DESCRIPTION OF THE TASK
Which lines of the listing hold the string "shape"? Show each of them.

TASK INPUTS
Start of Block
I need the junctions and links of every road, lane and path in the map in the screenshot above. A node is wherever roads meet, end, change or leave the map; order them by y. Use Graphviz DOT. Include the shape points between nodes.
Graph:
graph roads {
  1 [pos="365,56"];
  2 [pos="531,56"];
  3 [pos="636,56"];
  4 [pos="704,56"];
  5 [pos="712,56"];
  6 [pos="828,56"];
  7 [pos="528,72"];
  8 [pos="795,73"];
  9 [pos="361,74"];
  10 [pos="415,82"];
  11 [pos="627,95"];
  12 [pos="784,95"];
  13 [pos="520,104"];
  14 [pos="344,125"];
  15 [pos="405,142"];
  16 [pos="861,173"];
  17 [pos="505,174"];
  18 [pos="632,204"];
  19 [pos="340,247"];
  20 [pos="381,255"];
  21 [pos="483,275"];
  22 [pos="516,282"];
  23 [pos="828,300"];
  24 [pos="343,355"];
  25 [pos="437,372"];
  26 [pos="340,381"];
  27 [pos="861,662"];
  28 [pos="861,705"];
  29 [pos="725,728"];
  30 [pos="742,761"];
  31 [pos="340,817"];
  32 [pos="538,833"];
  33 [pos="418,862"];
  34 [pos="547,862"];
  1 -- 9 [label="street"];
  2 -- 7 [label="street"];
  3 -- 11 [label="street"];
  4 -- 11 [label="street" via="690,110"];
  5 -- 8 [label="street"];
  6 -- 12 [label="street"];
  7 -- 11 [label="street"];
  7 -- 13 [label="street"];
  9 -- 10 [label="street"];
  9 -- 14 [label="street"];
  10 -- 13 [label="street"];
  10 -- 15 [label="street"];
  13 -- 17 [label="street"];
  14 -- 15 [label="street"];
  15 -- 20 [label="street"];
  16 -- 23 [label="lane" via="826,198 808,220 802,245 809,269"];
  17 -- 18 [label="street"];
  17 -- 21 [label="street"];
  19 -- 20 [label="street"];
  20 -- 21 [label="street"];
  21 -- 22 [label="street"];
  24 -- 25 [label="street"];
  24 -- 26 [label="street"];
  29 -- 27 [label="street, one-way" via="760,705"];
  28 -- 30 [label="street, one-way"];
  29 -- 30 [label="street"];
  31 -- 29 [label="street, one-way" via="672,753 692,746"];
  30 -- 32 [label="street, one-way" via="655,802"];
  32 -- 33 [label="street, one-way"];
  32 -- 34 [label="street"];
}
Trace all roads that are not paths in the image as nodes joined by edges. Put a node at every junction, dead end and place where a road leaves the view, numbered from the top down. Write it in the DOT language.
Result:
End of Block
Start of Block
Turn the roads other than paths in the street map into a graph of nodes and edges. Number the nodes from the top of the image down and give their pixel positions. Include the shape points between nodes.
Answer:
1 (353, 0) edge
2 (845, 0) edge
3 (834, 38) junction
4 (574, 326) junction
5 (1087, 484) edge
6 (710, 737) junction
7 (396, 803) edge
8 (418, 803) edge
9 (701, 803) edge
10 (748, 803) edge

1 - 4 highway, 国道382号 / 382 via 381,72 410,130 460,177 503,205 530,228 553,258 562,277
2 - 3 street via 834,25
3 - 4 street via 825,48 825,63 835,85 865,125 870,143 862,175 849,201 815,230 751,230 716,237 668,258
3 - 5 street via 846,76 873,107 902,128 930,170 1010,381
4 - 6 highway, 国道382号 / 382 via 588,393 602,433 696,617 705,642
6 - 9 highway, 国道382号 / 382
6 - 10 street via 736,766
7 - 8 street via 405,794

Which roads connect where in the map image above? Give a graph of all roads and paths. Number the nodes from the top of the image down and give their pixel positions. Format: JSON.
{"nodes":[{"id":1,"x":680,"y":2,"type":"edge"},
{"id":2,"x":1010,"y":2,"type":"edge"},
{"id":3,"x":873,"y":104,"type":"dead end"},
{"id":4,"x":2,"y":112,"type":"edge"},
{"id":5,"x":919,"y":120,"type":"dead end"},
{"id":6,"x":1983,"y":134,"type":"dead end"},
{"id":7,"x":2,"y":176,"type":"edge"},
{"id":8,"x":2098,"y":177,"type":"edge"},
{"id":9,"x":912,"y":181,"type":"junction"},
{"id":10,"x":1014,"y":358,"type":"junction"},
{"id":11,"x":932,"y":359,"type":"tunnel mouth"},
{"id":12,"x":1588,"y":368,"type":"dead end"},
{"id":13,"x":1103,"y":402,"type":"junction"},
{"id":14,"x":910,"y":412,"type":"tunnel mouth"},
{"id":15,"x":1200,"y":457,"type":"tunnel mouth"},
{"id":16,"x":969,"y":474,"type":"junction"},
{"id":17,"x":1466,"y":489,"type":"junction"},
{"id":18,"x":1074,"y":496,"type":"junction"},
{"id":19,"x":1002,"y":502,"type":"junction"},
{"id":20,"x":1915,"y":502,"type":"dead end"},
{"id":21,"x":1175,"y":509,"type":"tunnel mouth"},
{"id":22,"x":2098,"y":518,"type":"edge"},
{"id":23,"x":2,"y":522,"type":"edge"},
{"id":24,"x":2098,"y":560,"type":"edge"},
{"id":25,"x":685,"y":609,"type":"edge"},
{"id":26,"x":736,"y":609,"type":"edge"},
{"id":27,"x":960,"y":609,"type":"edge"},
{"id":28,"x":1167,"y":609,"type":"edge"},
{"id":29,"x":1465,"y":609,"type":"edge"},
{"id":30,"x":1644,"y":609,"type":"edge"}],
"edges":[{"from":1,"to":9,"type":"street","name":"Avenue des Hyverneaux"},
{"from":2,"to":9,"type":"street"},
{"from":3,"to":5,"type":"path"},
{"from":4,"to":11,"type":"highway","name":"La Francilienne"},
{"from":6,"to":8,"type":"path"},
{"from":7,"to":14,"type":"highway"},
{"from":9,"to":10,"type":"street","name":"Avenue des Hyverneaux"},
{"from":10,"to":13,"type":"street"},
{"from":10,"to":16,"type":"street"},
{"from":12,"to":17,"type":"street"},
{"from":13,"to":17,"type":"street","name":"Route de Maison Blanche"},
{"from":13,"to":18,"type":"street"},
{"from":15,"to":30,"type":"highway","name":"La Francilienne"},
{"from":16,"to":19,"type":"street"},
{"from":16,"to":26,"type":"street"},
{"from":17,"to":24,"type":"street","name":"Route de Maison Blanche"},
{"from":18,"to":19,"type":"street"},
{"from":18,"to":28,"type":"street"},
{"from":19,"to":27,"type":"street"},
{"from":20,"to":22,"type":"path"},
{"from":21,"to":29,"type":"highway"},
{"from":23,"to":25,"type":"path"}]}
End of Block
EXPECTED OUTPUT
I need the junctions and links of every road, lane and path in the map in the screenshot above. A node is wherever roads meet, end, change or leave the map; order them by y. Use Graphviz DOT. Include the shape points between nodes.
Turn the roads other than paths in the street map into a graph of nodes and edges. Number the nodes from the top of the image down and give their pixel positions. Include the shape points between nodes.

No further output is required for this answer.